Encouragé par la perspective de ne pas mourir de faim, Israël se mit à la recherche de l’habitation du gentilhomme. Il se trompa de chemin, et, en longeant une belle allée bien sablée, fut saisi de terreur à la vue d’un assez grand nombre de soldats réunis dans un jardin voisin. Il battit en retraite avant d’avoir été vu. Une bête fauve des solitudes américaines n’aurait pas ressenti plus d’émotion au bruit d’une arme à feu qu’Israël à l’aspect d’un habit rouge. Il apprit plus tard que ce jardin appartenait à la princesse Amélie.

Le fugitif prit un autre chemin et rencontra bientôt des ouvriers qui charriaient du sable : c’étaient les gens de sir John Millet. Ils lui indiquèrent la maison, où on lui montra le squire se promenant tête nue dans son parc avec quelques hôtes. Israël avait entendu parler de la fierté des nobles anglais ; aussi son émotion fut-elle grande au moment de s’approcher de cet imposant étranger.
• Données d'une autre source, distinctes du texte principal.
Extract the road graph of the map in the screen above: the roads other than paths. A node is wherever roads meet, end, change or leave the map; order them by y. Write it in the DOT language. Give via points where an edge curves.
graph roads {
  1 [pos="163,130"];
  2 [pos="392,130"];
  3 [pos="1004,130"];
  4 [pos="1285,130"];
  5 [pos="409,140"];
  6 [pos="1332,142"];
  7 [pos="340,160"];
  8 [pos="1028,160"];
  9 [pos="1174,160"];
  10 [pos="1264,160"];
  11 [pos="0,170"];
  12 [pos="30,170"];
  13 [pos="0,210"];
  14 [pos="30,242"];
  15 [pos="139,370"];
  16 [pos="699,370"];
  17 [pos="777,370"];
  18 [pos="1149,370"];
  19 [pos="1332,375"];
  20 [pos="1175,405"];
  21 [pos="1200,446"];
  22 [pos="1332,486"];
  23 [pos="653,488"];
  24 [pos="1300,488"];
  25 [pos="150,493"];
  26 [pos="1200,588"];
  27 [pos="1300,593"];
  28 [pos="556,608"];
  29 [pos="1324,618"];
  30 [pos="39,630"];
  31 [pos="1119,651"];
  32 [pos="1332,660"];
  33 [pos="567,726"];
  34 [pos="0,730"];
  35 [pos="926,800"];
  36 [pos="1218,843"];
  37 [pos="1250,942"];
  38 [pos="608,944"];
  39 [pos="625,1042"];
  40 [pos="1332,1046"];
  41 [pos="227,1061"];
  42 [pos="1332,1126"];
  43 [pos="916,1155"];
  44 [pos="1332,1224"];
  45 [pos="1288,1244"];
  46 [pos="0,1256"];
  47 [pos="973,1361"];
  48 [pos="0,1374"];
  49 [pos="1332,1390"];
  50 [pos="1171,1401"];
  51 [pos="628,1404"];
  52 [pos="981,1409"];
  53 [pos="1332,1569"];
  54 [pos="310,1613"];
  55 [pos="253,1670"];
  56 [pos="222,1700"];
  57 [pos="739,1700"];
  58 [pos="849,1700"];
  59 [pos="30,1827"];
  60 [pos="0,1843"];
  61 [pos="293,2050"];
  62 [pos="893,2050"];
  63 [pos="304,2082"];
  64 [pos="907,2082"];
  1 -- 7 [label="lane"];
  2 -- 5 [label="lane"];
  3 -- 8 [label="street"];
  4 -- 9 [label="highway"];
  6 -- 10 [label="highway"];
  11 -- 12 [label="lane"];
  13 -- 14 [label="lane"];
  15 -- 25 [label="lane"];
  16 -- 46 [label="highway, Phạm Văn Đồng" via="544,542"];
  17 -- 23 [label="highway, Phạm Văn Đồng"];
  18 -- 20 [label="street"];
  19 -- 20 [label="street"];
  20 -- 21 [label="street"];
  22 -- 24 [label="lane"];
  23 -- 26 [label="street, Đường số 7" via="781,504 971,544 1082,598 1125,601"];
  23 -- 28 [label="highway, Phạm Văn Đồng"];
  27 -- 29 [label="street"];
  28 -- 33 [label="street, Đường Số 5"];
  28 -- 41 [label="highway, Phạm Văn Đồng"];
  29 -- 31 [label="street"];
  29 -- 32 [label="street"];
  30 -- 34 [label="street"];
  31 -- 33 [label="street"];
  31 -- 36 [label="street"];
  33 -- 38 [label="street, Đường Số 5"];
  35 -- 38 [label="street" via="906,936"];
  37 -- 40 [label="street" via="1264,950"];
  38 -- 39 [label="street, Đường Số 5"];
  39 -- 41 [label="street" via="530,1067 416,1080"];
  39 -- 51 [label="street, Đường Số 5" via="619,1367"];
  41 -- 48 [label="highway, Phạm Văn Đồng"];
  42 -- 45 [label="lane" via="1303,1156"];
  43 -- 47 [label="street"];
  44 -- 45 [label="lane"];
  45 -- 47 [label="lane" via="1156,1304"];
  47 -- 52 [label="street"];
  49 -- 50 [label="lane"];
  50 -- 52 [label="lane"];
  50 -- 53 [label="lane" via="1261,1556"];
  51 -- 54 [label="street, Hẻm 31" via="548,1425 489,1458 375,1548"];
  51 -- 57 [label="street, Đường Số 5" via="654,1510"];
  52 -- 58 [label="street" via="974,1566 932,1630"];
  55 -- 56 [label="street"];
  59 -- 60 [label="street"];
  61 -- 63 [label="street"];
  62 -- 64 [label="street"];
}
Néanmoins il rassembla tout son courage et s’avança, tandis que les gentlemen, voyant venir à eux un homme couvert de guenilles, attendaient avec un certain étonnement.

— Monsieur Millet ? dit Israël en s’inclinant devant le gentilhomme.

— Eh bien ! qui êtes-vous, je vous prie ?

— Un pauvre homme qui a besoin d’ouvrage, monsieur.

— Et d’une garde-robe aussi certainement, dit un des hôtes, jeune homme d’un aspect élégant, satisfait de lui-même et content de la vie.

— Où est votre houe ? dit sir John.

— Je n’en ai pas, monsieur.

— Ni d’argent pour en acheter ?

— Quatre pennies anglais seulement, monsieur.

Pennies anglais ! Et de quel pays voulez-vous qu’ils soient ?

— Des pennies chinois peut-être, dit en riant le jeune gentilhomme qui avait déjà parlé. Voyez sa longue queue de cheveux roux ; il a l’air d’un Chinois vraiment. Quelque mandarin ruiné, je parie.

— Voulez-vous m’employer, monsieur Millet ? dit Israël.